Der Indische Ozean Nach der jahrelangen Diskussion über das anbrechende »asiatisch-pazifische Zeitalter« hat inzwischen auch der Indische Ozean eine deutliche Aufwertung in geostrategischen Debatten erfahren. Dieses Meer ist für Asien und Europa im Hinblick auf den Welthandel außerordentlich wichtig, ebenso für die globalen Energietransporte. 114 Bereits in den 1970er Jahren verfolgte Indien im Kontext der VN das Ziel, den Indischen Ozean zu einer Friedenszone zu erklären. 115 Damit wollte das Land Großmachtrivalitäten aus der Region fernhalten und, ganz im Sinne der von Premierministerin Gandhi geprägten sogenannten Indira-Doktrin, seine eigene Einflusszone sichern.
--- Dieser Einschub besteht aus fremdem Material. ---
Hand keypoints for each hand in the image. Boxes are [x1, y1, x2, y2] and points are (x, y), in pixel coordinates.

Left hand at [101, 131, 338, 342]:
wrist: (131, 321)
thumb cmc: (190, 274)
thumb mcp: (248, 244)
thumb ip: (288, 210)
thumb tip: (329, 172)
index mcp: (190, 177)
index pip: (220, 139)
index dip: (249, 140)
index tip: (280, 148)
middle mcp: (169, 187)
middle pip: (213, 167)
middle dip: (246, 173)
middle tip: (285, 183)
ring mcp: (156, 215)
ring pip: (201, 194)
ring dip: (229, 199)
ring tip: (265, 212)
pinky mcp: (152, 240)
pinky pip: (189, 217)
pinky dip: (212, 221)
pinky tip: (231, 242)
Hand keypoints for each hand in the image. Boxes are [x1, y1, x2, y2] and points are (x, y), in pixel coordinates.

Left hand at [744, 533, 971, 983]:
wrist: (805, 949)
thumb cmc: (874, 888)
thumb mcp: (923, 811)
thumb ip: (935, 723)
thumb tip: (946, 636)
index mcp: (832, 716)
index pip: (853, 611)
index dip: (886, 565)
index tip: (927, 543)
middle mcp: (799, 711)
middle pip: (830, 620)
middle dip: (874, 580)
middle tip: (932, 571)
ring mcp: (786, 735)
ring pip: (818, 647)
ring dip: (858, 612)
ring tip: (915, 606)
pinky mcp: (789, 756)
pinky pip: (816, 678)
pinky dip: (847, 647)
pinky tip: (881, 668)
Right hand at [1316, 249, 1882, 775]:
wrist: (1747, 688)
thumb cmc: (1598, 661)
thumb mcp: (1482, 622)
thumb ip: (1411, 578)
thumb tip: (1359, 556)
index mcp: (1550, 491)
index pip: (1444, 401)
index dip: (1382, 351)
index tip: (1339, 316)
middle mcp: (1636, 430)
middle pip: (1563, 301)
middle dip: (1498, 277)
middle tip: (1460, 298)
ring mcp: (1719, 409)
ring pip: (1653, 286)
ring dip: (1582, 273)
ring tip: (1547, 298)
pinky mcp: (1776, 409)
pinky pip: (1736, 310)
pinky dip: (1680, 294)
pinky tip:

Die indische Kritik wandte sich damals vor allem gegen die Präsenz der USA auf der zu Großbritannien gehörenden Militärbasis Diego Garcia. Allerdings widersetzte sich Indien pakistanischen Forderungen, den Indischen Ozean zur atomwaffenfreien Zone zu erklären, da dies zur damaligen Zeit die eigenen nuklearen Ambitionen gefährdet hätte. Seit den 1990er Jahren ist das politische, wirtschaftliche und strategische Gewicht des Indischen Ozeans in der indischen Außenpolitik erheblich gestiegen. Zusammen mit Australien, Mauritius und Südafrika war Indien Gründungsmitglied der 1997 ins Leben gerufenen Indian Ocean Rim Association for Regional Cooperation (IORARC), welche die Handelsbeziehungen zwischen den Anrainerstaaten verbessern wollte. 116 Die IORARC ist mittlerweile von ursprünglich 14 auf

114 Vgl. Robert D. Kaplan, Monsoon. The Indian Ocean and the Future of American Power, New York: Random House 2010; Christian Bouchard/William Crumplin, »Neglected No Longer: The Indian Ocean at the Forefront of World Geopolitics and Global Geostrategy«, in: Journal of the Indian Ocean Region, 6 (Juni 2010) 1, S. 26–51. 115 Vgl. R. N. Misra, Indian Ocean and India’s Security, Neu-Delhi 1986, S. 31. 116 Vgl. Christian Wagner, »The Indian Ocean Rim – Association for Regional Co-operation (IOR-ARC): The Futile Quest for Regionalism?«, in: Journal of the Indian Ocean Region, Special Issue: Power, Politics and Maritime Governance in the Indian Ocean, 9 (Juni 2013) 1, S. 6–16.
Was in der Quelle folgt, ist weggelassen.